That’s what he did in Iraq. It’s what he plans to do in Afghanistan.

Obama’s Iraq War doesn’t exist as a distinct entity because the administration has gone to great lengths to distance itself from any appearance of being involved in it. When his original promise of withdrawing within sixteen months proved unfeasible, he declared that “By Aug. 31, 2010, America’s combat mission in Iraq would end.”

The war was renamed from Operation Iraqi Freedom to Operation New Dawn. The 50,000 soldiers became members of “Advise and Assist Brigades”. When two soldiers were killed and nine wounded on that September, they did not die as part of a combat mission. When two members of the Puerto Rico Army National Guard were killed by an IED in January, they died as advisers and assistants for New Dawn.

Five years later, America’s combat mission in Iraq is still going on. We’re still advising, assisting and bombing. And there’s no new dawn anywhere in sight.
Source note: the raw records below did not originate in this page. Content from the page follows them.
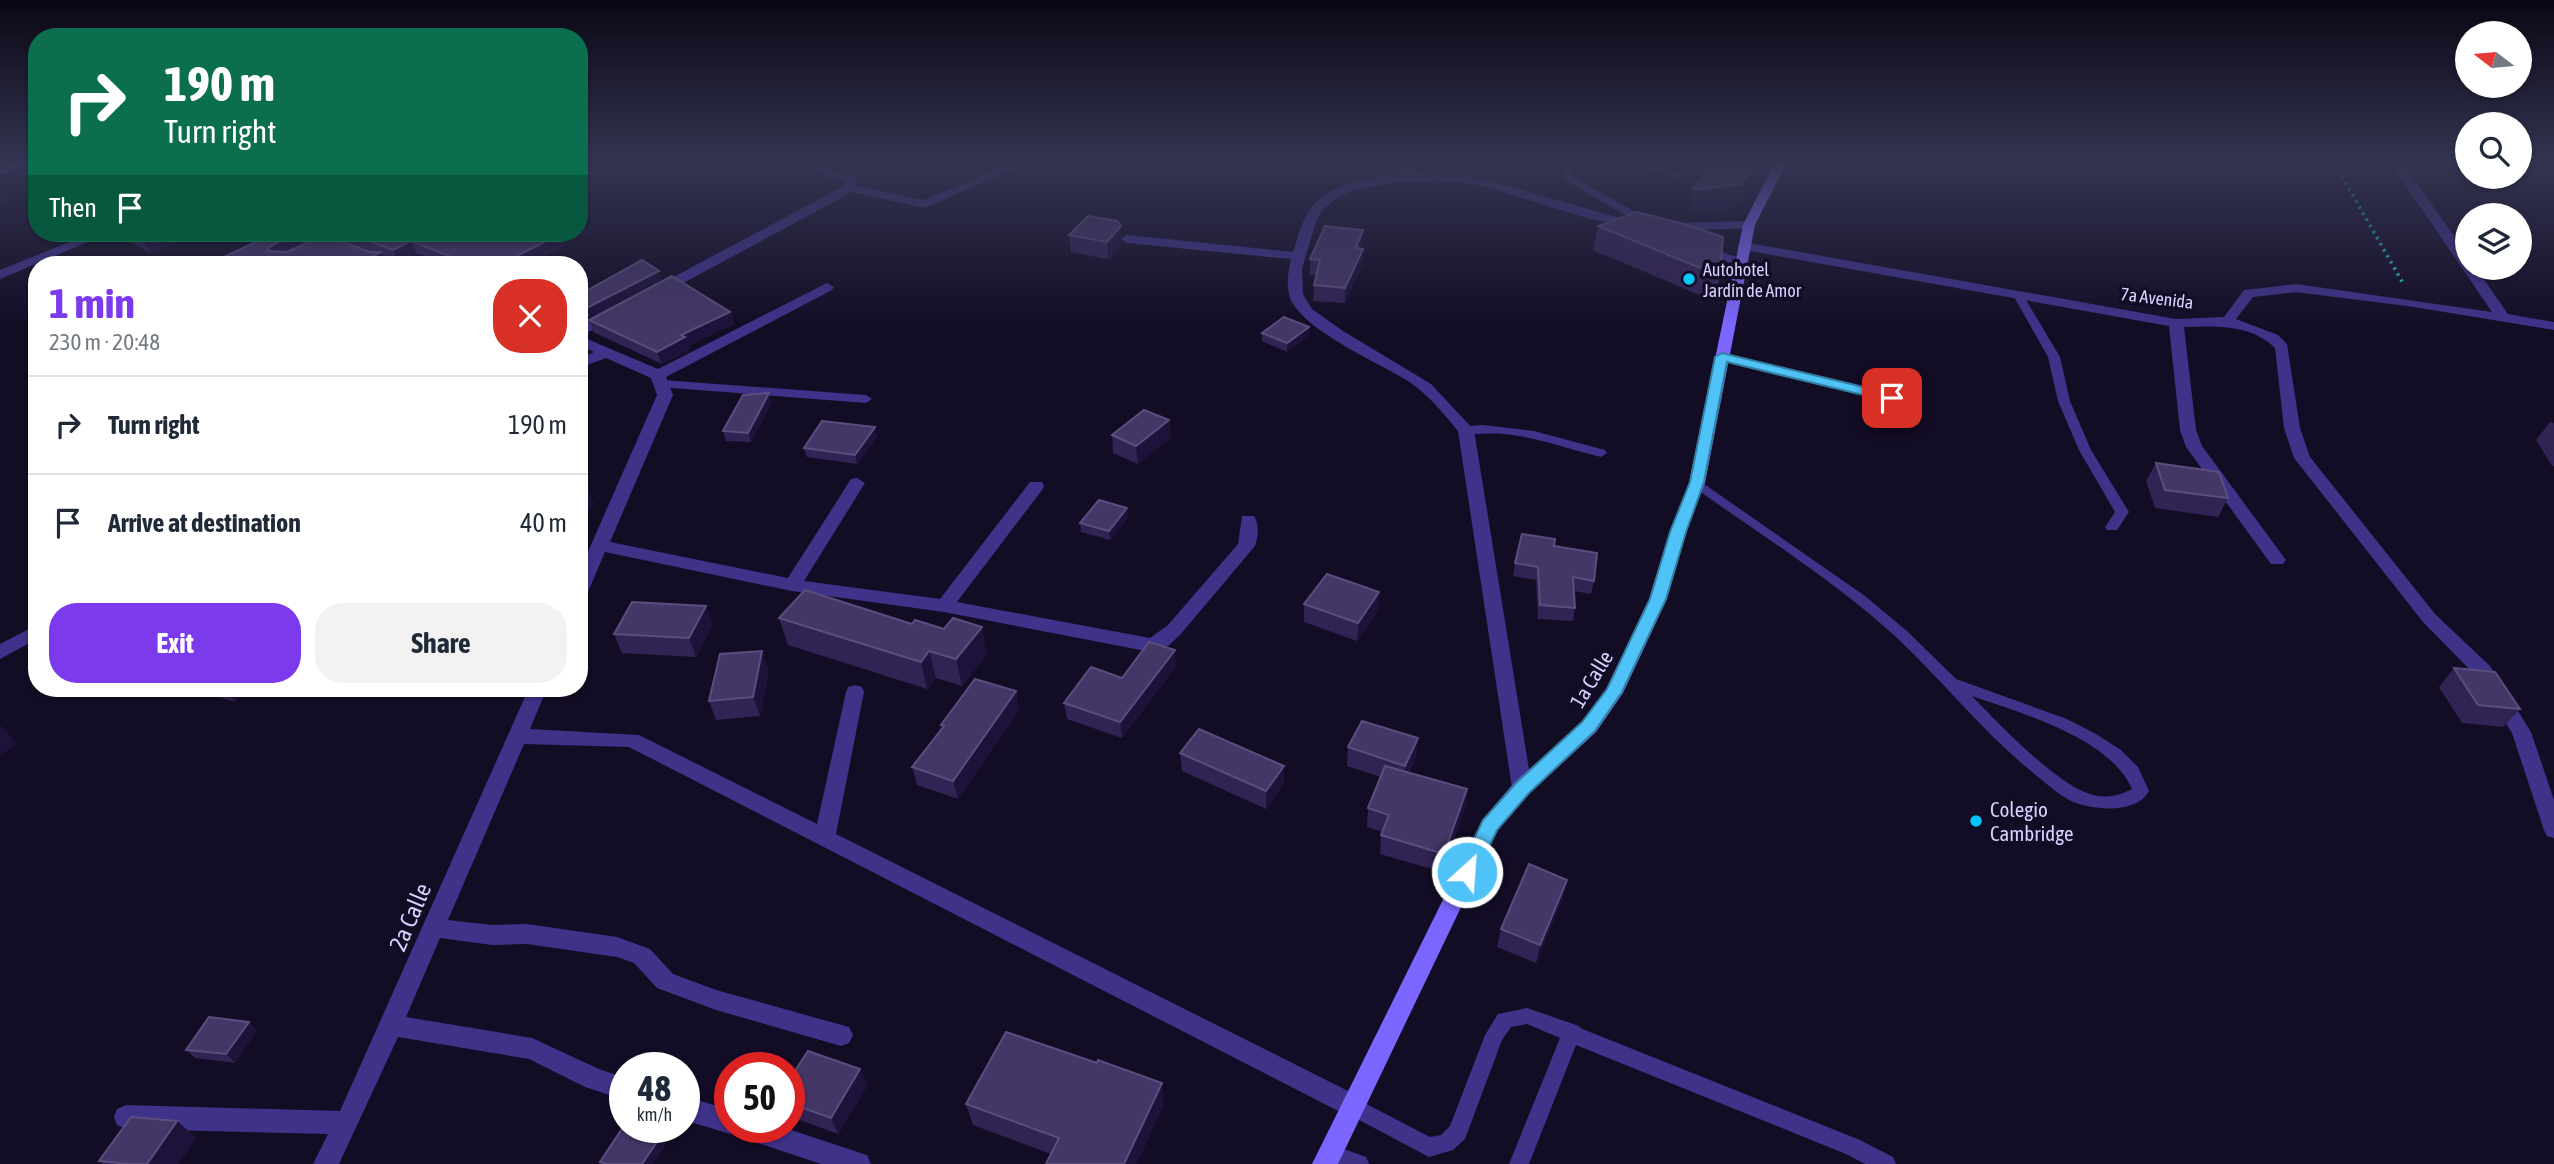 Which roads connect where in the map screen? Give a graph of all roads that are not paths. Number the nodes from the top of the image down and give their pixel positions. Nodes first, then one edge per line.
1 (793, 218) edge
2 (1310, 218) edge
3 (1611, 218) edge
4 (1639, 218) edge
5 (1752, 218) edge
6 (2434, 218) edge
7 (1749, 225) junction
8 (1652, 226) junction
9 (1127, 239) dead end
10 (81, 242) edge
11 (322, 242) edge
12 (336, 242) edge
13 (2455, 248) edge
14 (355, 251) edge
15 (308, 253) edge
16 (1742, 255) junction
17 (47, 256) edge
18 (1298, 256) junction
19 (28, 264) edge
20 (0, 275) edge
21 (2477, 280) edge
22 (827, 287) dead end
23 (651, 294) edge
24 (2018, 295) junction
25 (627, 307) edge
26 (2504, 319) junction
27 (2228, 321) junction
28 (2176, 323) junction
29 (2554, 326) edge
30 (588, 327) edge
31 (588, 345) edge
32 (607, 352) junction
33 (1722, 357) junction
34 (588, 360) edge
35 (661, 379) junction
36 (866, 398) dead end
37 (1916, 404) dead end
38 (1466, 430) junction
39 (1601, 453) dead end
40 (1697, 482) junction
41 (857, 483) dead end
42 (1036, 486) dead end
43 (1248, 520) dead end
44 (2112, 527) dead end
45 (600, 545) junction
46 (2277, 560) dead end
47 (588, 572) edge
48 (792, 585) junction
49 (944, 607) junction
50 (28, 636) edge
51 (0, 652) edge
52 (1954, 684) junction
53 (855, 692) dead end
54 (534, 697) edge
55 (517, 736) junction
56 (1522, 788) junction
57 (2554, 830) edge
58 (825, 837) junction
59 (434, 928) junction
60 (391, 1025) junction
61 (1572, 1032) junction
62 (841, 1035) dead end
63 (609, 1084) edge
64 (1353, 1106) junction
65 (126, 1117) dead end
66 (347, 1123) junction
67 (794, 1143) edge
68 (1327, 1159) edge
69 (326, 1164) edge
70 (858, 1164) edge
71 (1359, 1164) edge
72 (1519, 1164) edge
73 (1885, 1164) edge

1 - 23 street
2 - 18 street
3 - 8 street
4 - 8 lane
5 - 7 main road, 1a Calle
6 - 13 street
7 - 8 street
7 - 16 main road, 1a Calle
8 - 16 street, 7a Avenida
9 - 18 street
10 - 17 street
11 - 15 street
12 - 14 street
16 - 24 street, 7a Avenida
16 - 33 main road, 1a Calle
18 - 38 street
19 - 20 street
21 - 26 street
22 - 35 street
24 - 28 street, 7a Avenida
24 - 44 lane
25 - 30 street
26 - 27 street
26 - 29 street
27 - 28 street, 7a Avenida
27 - 57 street
28 - 46 street
31 - 32 street
32 - 34 street
32 - 35 street
33 - 37 lane
33 - 40 main road, 1a Calle
35 - 36 lane
35 - 45 street
38 - 39 lane
38 - 56 street
40 - 52 lane
40 - 56 main road, 1a Calle
41 - 48 street
42 - 49 street
43 - 49 street
45 - 47 street
45 - 48 street
48 - 49 street
50 - 51 street
52 - 52 lane
53 - 58 street
54 - 55 street, 2a Calle
55 - 58 street
55 - 59 street, 2a Calle
56 - 64 main road, 1a Calle
58 - 64 street
59 - 60 street, 2a Calle
59 - 62 street
60 - 63 street
60 - 66 street, 2a Calle
61 - 64 lane
61 - 72 lane
61 - 73 lane
64 - 68 main road, 1a Calle
65 - 66 street
66 - 69 street, 2a Calle
67 - 70 street
68 - 71 lane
Operation Iraqi Freedom was a name that made liberal elites turn up their noses, but it succinctly expressed a purpose and a goal. New Dawn could have been anything from a brand of soap to a cult. It was a cheerfully meaningless name and that was its purpose. It created a sense of progress without any actual progress having been made. Like everything Obama did, it was a shiny box with nothing inside.

When it came to Iraq, Obama tried to fool everyone; selling the anti-war crowd an immediate withdrawal while promising everyone else a sensible withdrawal once the mission was finished.
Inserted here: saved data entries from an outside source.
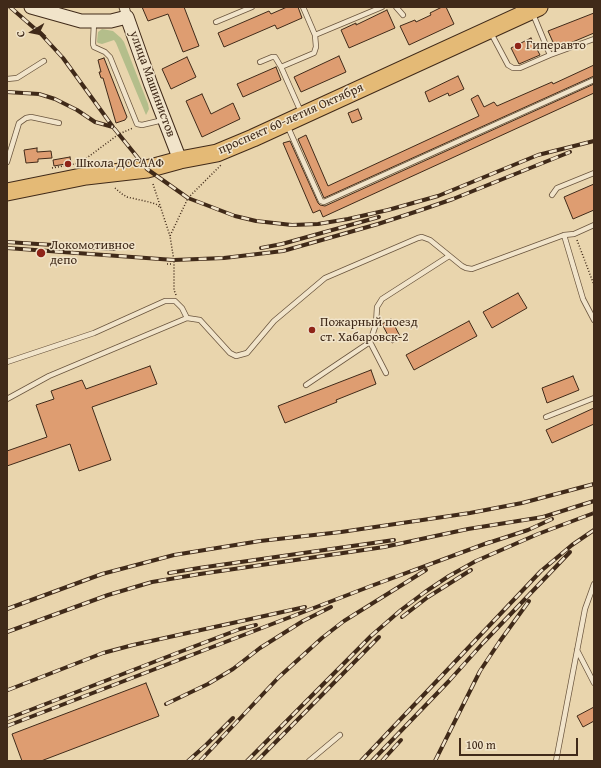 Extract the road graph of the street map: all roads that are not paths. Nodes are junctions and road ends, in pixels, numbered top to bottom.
1 (31, 7) edge
2 (252, 7) edge
3 (303, 7) edge
4 (382, 7) edge
5 (396, 7) edge
6 (535, 9) edge
7 (126, 12) edge
8 (403, 15) dead end
9 (94, 22) junction
10 (216, 22) dead end
11 (490, 30) junction
12 (315, 35) junction
13 (594, 39) edge
14 (550, 55) junction
15 (44, 61) dead end
16 (260, 62) dead end
17 (281, 67) junction
18 (7, 79) edge
19 (594, 80) edge
20 (302, 115) junction
21 (164, 120) junction
22 (59, 123) dead end
23 (286, 123) junction
24 (180, 160) junction
25 (7, 162) edge
26 (594, 173) edge
27 (7, 192) edge
28 (552, 195) dead end
29 (594, 225) edge
30 (564, 234) junction
31 (449, 256) junction
32 (187, 318) junction
33 (594, 320) edge
34 (370, 342) junction
35 (7, 362) edge
36 (386, 373) dead end
37 (306, 384) dead end
38 (594, 398) edge
39 (7, 399) edge
40 (546, 417) dead end
41 (594, 584) edge
42 (577, 650) junction
43 (594, 683) edge
44 (340, 734) dead end
45 (309, 761) edge
46 (556, 761) edge

1 - 9 street
2 - 10 lane
3 - 12 lane
4 - 12 lane
5 - 8 lane
6 - 11 highway, проспект 60-летия Октября
6 - 14 lane
7 - 9 street
7 - 21 street, улица Машинистов
9 - 21 lane
11 - 14 lane
11 - 20 highway, проспект 60-летия Октября
12 - 17 lane
13 - 14 lane
15 - 18 lane
16 - 17 lane
17 - 20 lane
19 - 23 lane
20 - 23 highway, проспект 60-летия Октября
21 - 24 street, улица Машинистов
22 - 25 lane
23 - 24 highway, проспект 60-летия Октября
24 - 27 highway, проспект 60-летия Октября
26 - 28 lane
29 - 30 lane
30 - 31 lane
30 - 33 lane
31 - 32 lane
31 - 34 lane
32 - 35 lane
32 - 39 lane
34 - 36 lane
34 - 37 lane
38 - 40 lane
41 - 42 lane
42 - 43 lane
42 - 46 lane
44 - 45 lane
And he managed to lie to everyone.

When the real withdrawal came, it was followed by an onslaught of Al Qaeda car bombs. More significantly it turned Al Qaeda in Iraq into the first franchise to be able to claim to have beaten America.

Obama had been so set on withdrawal that he had paid little attention to Al Qaeda in Iraq’s resurgence. Its continued activity in Iraq combined with the withdrawal allowed the terror group to create the myth that it had defeated the United States and driven it out of Iraq. And Obama allowed the myth to grow.

Al Qaeda around the world was looking for new tactics and inspirations. While Obama insisted that Al Qaeda had to be urgently fought in Afghanistan, its presence there was light. It was much more of a threat in Yemen, a locale that would become the source of a number of terrorist attacks directed at America and Europe, and a major player in the current civil war there, as well as back in Iraq.

Obama insisted that Bush had taken his eyes off the ball by ignoring Afghanistan, but he was the one who had taken his eyes off the ball by focusing on Afghanistan and ignoring Iraq. His eagerness to get away from Iraq created a situation in which the United States could target Al Qaeda in Yemen and Pakistan, but not in Iraq where it was strongest. This policy turned Iraq into an Al Qaeda haven.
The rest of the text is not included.